Exercice de logique politique

Patrick Balkany : condamnation en 1997 pour prise illégale d’intérêts (du personnel de maison rémunéré par la mairie) : 15 mois de prison avec sursis, 200 000 francs d’amende, 2 ans d’inéligibilité. Il est ensuite  redevable d’une coquette somme de près de 524 000 euros qu’il règle en partie et pour lesquels il va jusqu’à demander une recours gracieux au ministre de l’époque (Baroin a au l’intelligence de refuser). Il demande un plan d’apurement pour 130 000 euros restants. Pour faire clair, ce monsieur a utilisé l’argent des contribuables de Levallois-Perret pour rémunérer du personnel qui entrentenait sa maison, entre autres.

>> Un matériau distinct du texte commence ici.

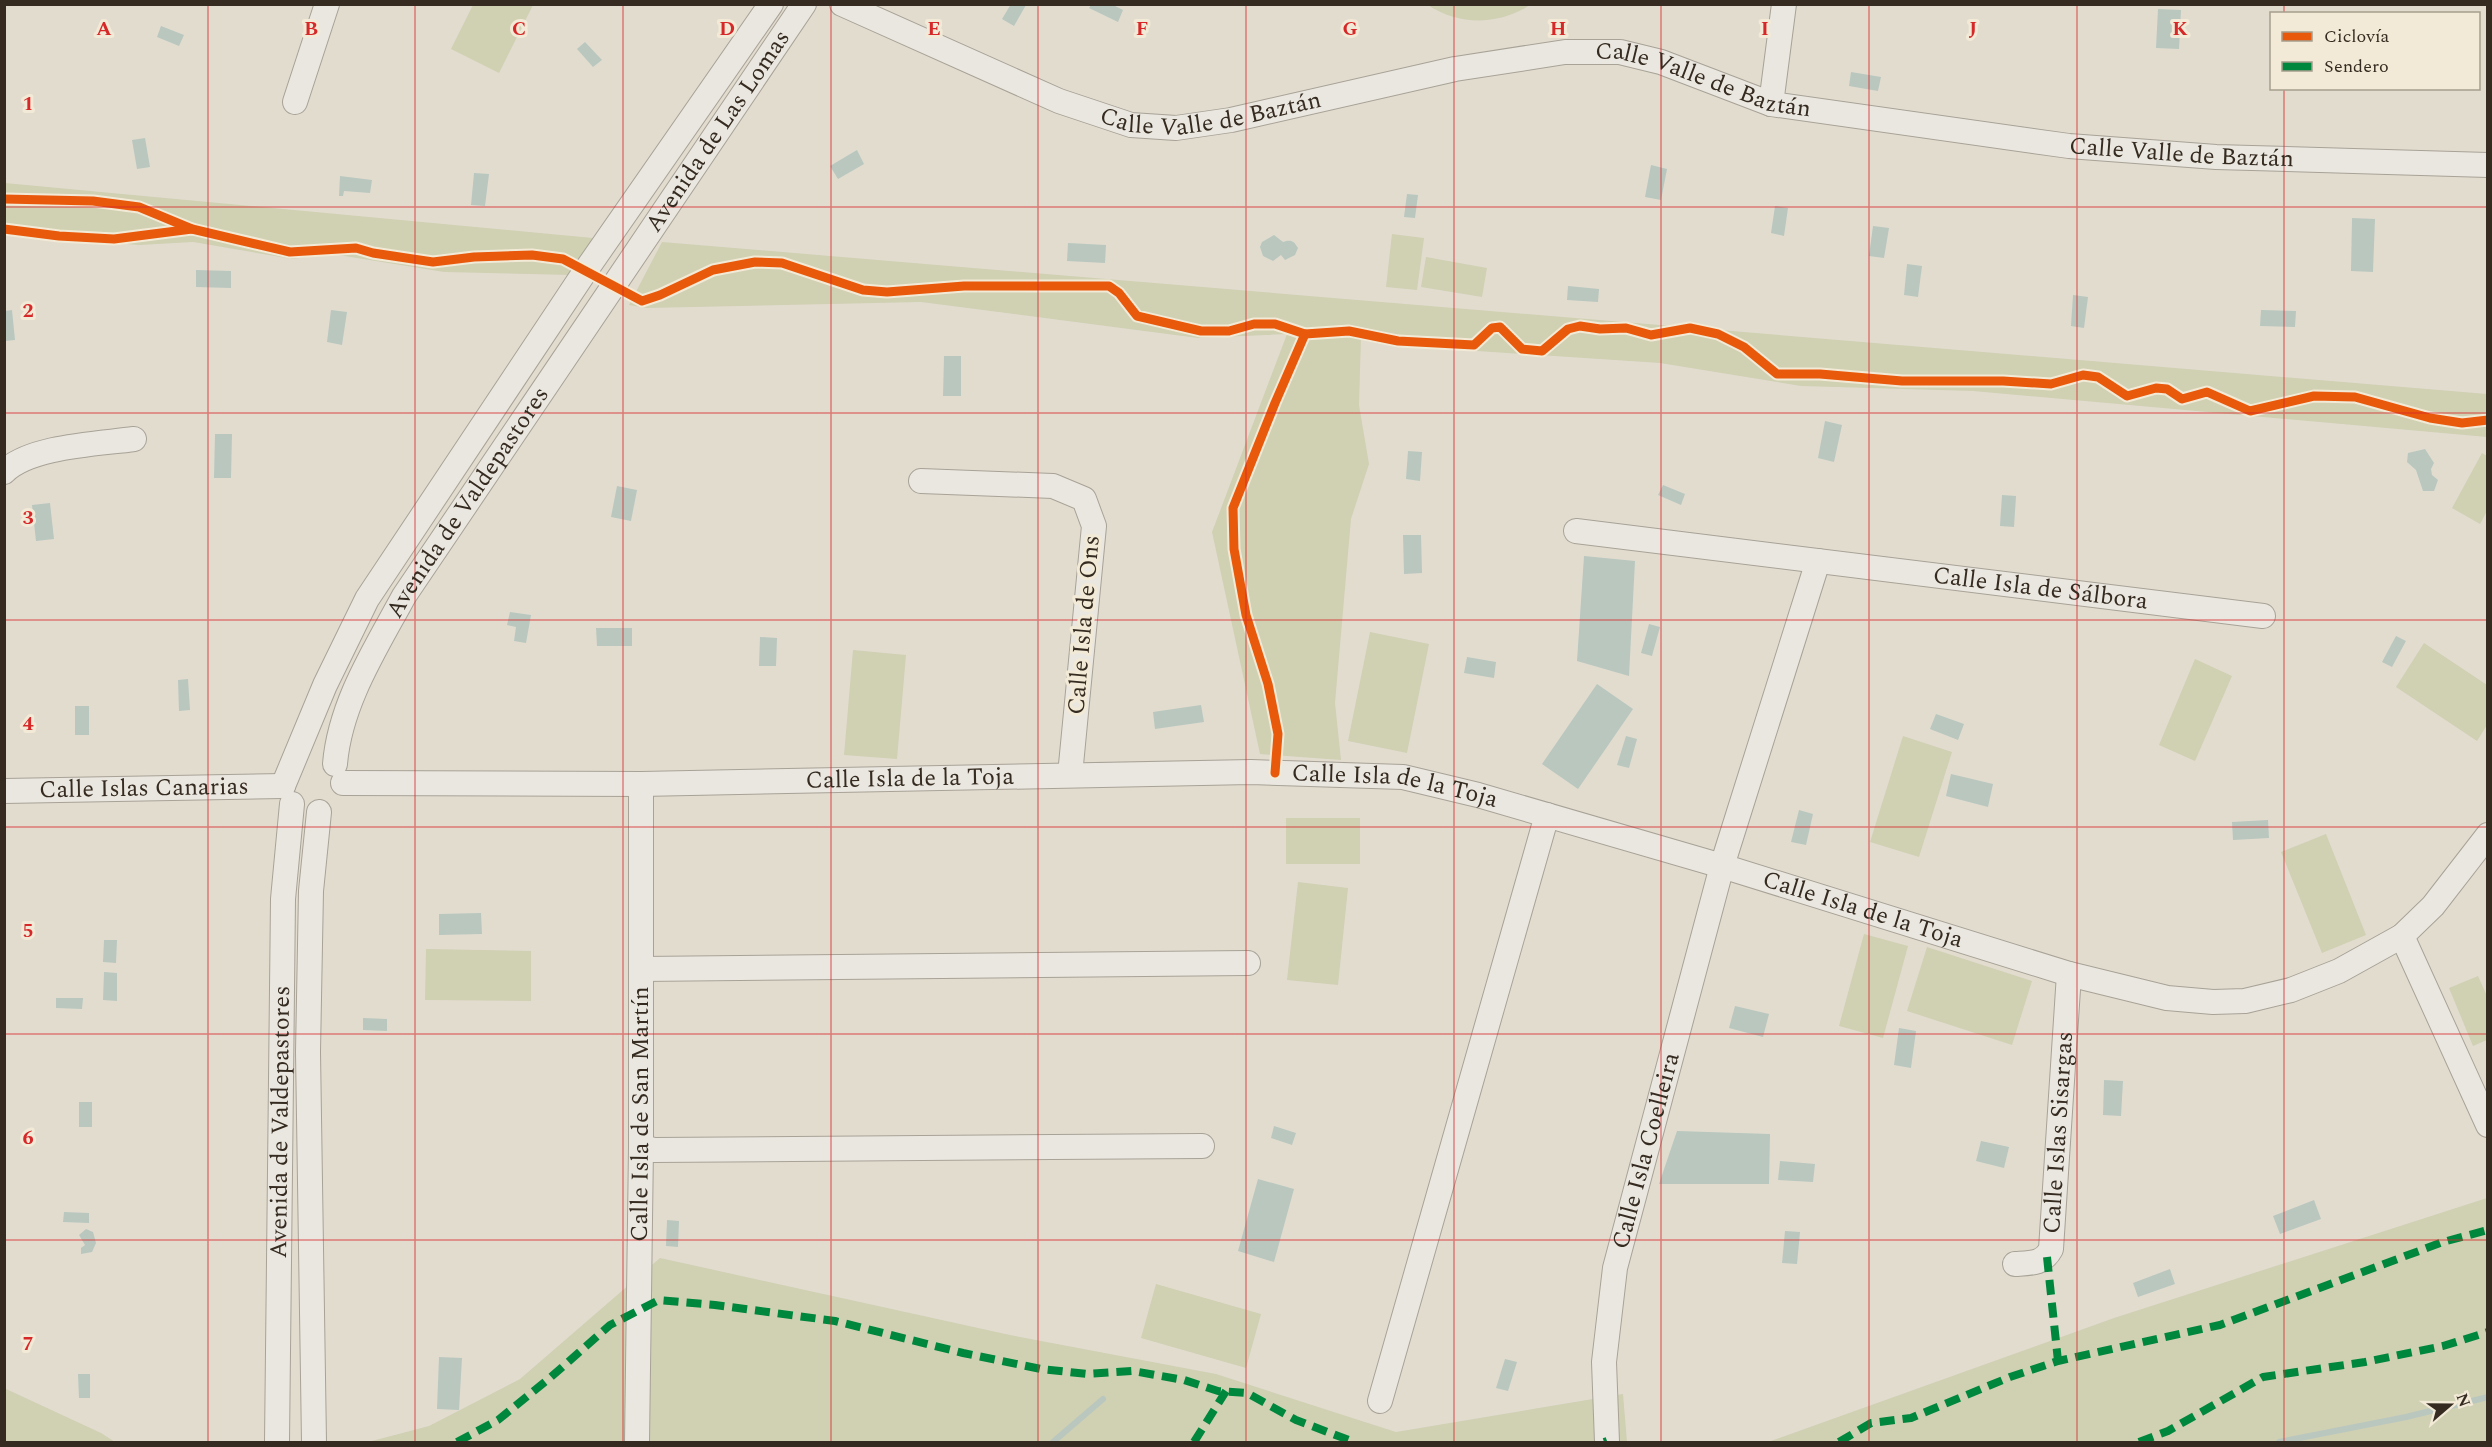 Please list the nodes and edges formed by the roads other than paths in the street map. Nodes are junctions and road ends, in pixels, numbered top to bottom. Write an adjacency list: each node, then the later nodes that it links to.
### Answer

Je passe sur les agissements (dont certains condamnés) de son épouse et première adjointe.

Réélu en 2014 maire de Levallois-Perret avec 51,6% des voix dès le premier tour.

J’autorise donc moins d’un habitant de Levallois-Perret sur deux à se plaindre sur les abus des hommes politique avec l’argent public. Les 51,6% qui ont apporté leur soutien à M. Balkany cautionnent et supportent ce genre d’agissement. C’est à la limite d’une complicité.